Class 8 ESG Data I: Reporting, indicators, and metrics Understand the key role of data in shaping the sustainable finance sector and understanding how performance indicators and metrics are being utilized to make investment decisions or manage risk.
Class 9 Sustainable Finance Products: The example of green bonds Understand the different types of structured green or social finance products via the example of green bonds that support green project investment.
Class 10 ESG Data II: Labels, scores, ratings, and indexes Understand the crucial role of data in shaping the sustainable finance sector and understanding how labels, scores, and ratings are being utilized to make investment decisions or manage risk.
Class 11 Development banks, infrastructure investments, and blended finance Acquire basic knowledge about the role of development banks in the advancing sustainable finance via the example of blended finance, which combines public and private capital to expand ESG-aligned investments
Class 12 Legal climate change risks: Fiduciary duties and litigation Understand in what ways investors and corporations have liabilities and duties towards their shareholders and beneficiaries and what the legal risks are in case of non-compliance.
Class 13 Impact Investing: The case of social enterprises and microfinance Gain an understanding of how certain investors, organisations, institutions, and corporations engage in socially responsible investments to advance the proliferation of ESG-aligned investments and projects
Class 14 Equity and Funds: From active engagment to divestment campaigns Get a solid understanding of how various interested stakeholder groups can influence large investors or corporations to transition to more climate or ESG-aligned business models via the example of divestment campaigns
Class 15 Group Presentations Group Presentations


Dirk Schoenmaker and Willem Schramade, Principles of Sustainable Finance, 2018, Oxford University Press, 1st Edition, Oxford, UK (ISBN: 9780198826606)

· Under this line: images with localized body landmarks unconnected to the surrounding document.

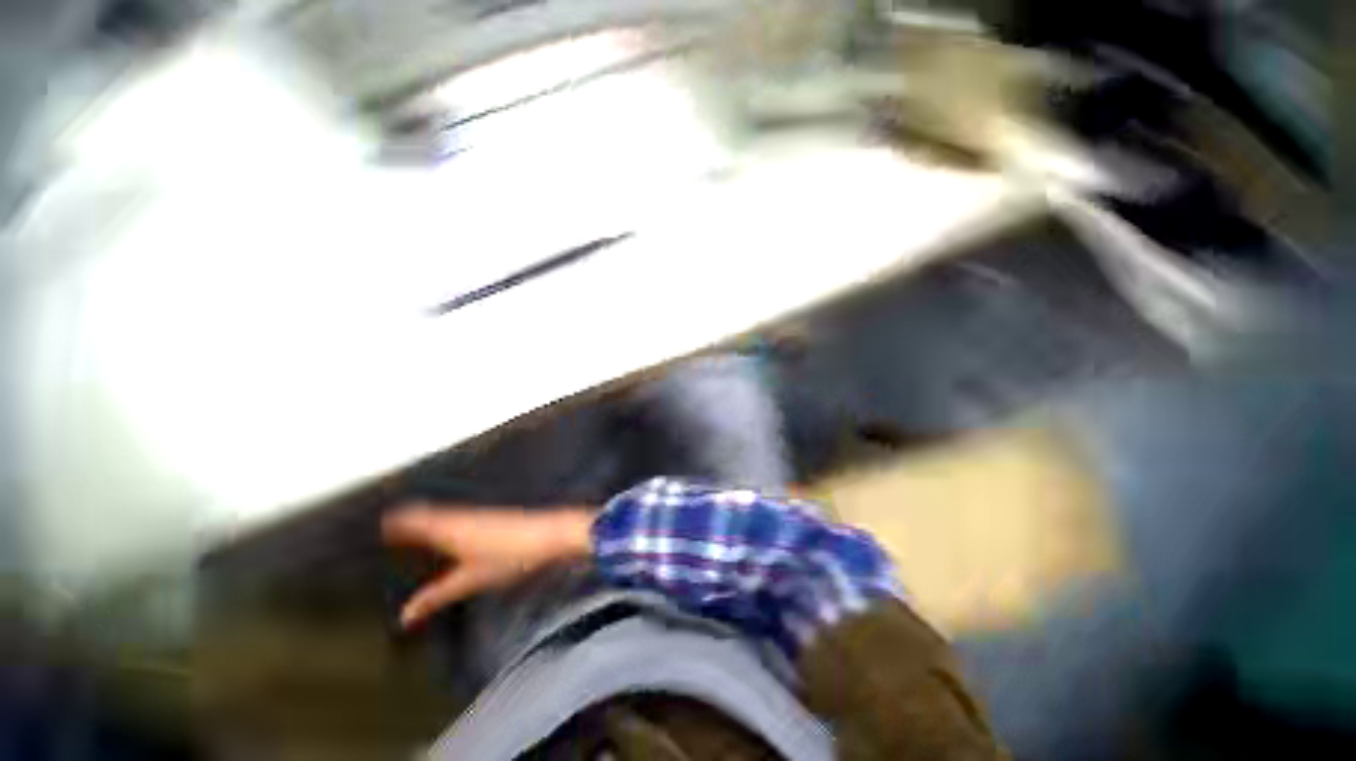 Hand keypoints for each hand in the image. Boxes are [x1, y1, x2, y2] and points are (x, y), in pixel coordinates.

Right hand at [382, 505, 596, 627]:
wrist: (550, 533)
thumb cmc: (511, 555)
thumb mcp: (471, 579)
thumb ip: (437, 596)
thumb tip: (404, 615)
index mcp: (452, 528)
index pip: (419, 520)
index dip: (401, 521)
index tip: (383, 523)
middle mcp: (464, 516)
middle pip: (432, 514)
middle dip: (412, 518)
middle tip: (393, 522)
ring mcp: (482, 514)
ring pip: (449, 513)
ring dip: (431, 517)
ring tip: (415, 523)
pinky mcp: (495, 517)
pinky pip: (463, 516)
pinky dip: (450, 520)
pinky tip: (455, 528)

Reference books, course materials, etc.

Additional materials and readings are distributed/announced in each class.

Assessment criteria and methods

Assigned readings plus class participation 40%, Individual component of group case study report 30%, Joint presentation of group case study reports 30%

Related courses

  • TSE.C312 : Introduction to Environmental Policy and Social System
  • GEG.S401 : Environmental Policy
  • GEG.E401 : Global Environmental System and Ecosystem Dynamics
  • GEG.I401 : Sustainable Development and Integrated Management
  • GEG.E501 : Environmental Impact Assessment

Prerequisites (i.e., required knowledge, skills, courses, etc.)

Courses and workload are adjusted to graduate student knowledge levels. The course touches on key topics from the domains of sustainability, finance, management, (financial and non-financial) accounting, corporate finance (cost of capital, valuation), and marketing. Students are expected to understand the basic concepts from these domains, however, no prior business or finance knowledge is required. Analytical skills and a solid level of English are required.